Segment Start: Dataset entries

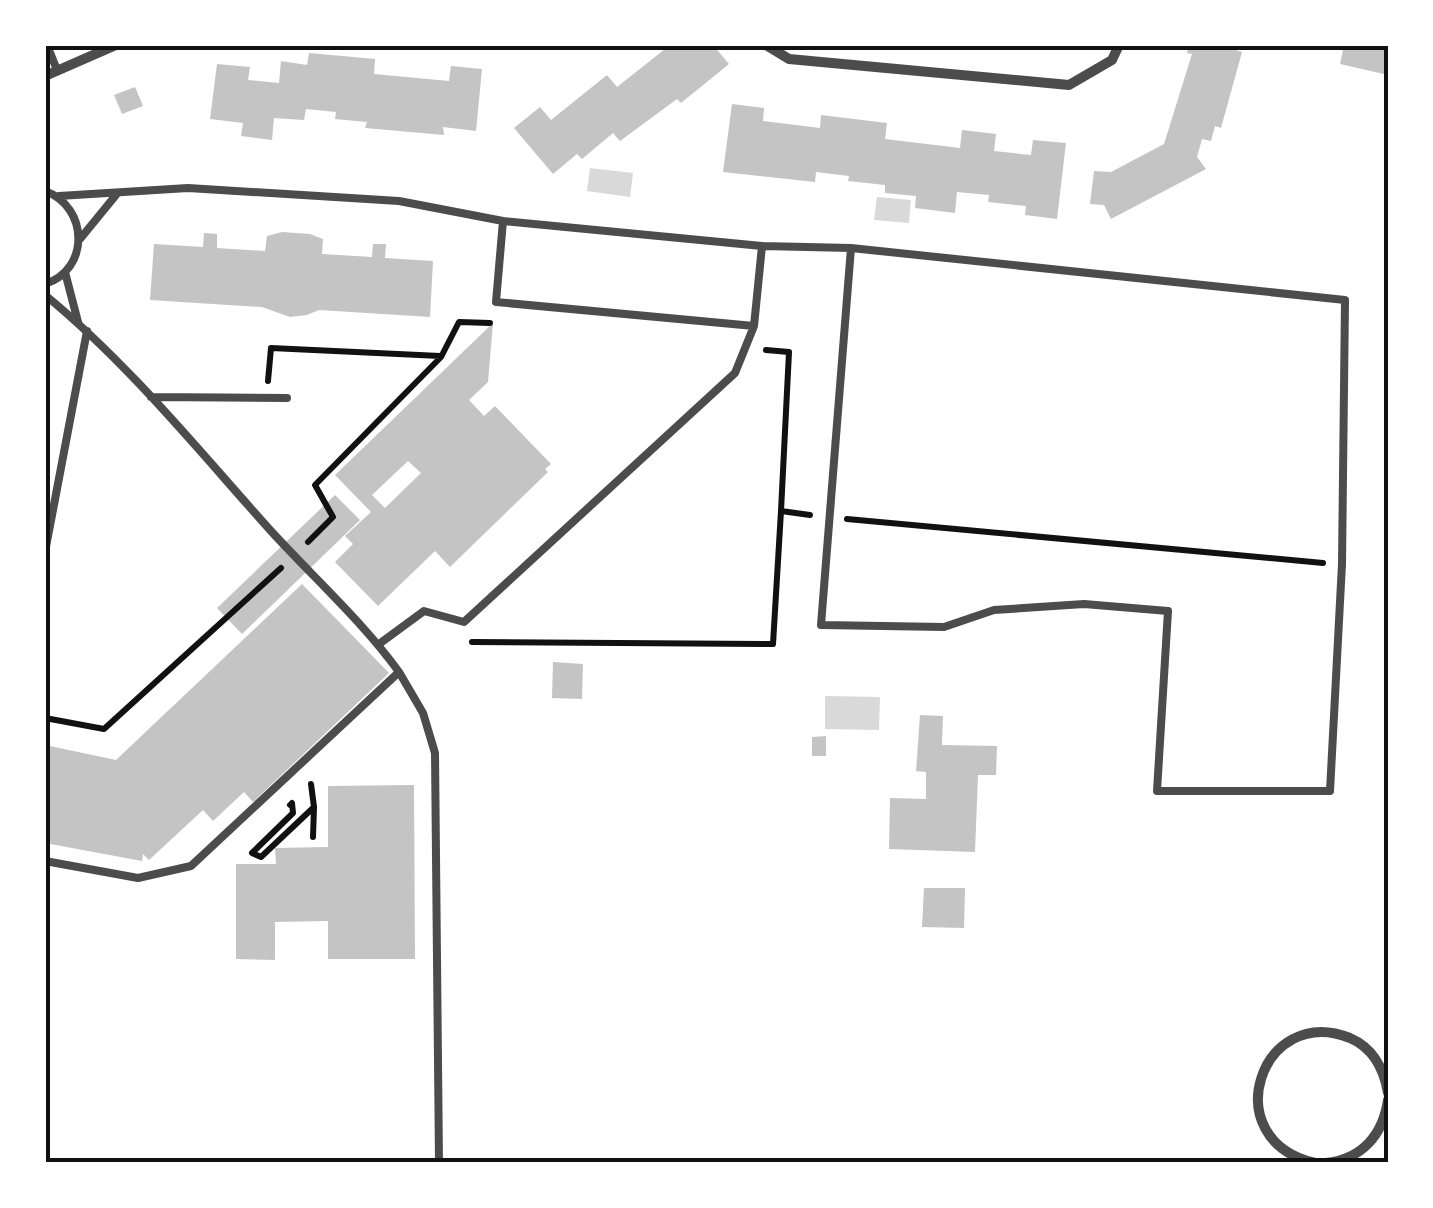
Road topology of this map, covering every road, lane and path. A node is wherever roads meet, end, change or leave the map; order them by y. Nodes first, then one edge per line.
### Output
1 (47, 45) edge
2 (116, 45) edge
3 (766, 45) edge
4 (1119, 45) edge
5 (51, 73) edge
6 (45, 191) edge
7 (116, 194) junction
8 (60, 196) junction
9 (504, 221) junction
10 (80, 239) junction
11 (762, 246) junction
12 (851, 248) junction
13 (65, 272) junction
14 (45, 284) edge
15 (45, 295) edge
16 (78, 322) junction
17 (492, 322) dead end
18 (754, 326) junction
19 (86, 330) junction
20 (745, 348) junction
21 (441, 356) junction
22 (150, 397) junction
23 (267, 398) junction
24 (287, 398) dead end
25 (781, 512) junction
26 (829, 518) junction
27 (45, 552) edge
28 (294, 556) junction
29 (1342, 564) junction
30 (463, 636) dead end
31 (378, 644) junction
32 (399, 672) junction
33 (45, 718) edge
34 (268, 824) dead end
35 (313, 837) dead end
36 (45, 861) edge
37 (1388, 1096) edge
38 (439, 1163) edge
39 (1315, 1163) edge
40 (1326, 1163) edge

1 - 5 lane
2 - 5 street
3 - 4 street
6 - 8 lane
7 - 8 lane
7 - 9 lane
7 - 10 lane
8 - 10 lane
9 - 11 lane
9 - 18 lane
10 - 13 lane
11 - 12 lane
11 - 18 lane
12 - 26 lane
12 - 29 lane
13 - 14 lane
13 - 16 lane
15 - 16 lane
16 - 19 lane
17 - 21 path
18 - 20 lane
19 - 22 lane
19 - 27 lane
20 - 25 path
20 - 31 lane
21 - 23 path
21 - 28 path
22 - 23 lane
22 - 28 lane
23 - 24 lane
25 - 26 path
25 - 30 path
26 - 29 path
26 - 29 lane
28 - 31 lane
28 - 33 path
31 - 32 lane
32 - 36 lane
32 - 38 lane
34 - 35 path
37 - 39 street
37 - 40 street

Segment End: Dataset entries

### Problem
Find every line above that contains the word "path", and return each one.

### Answer section
Road topology of this map, covering every road, lane and path. A node is wherever roads meet, end, change or leave the map; order them by y. Nodes first, then one edge per line.
17 - 21 path
20 - 25 path
21 - 23 path
21 - 28 path
25 - 26 path
25 - 30 path
26 - 29 path
28 - 33 path
34 - 35 path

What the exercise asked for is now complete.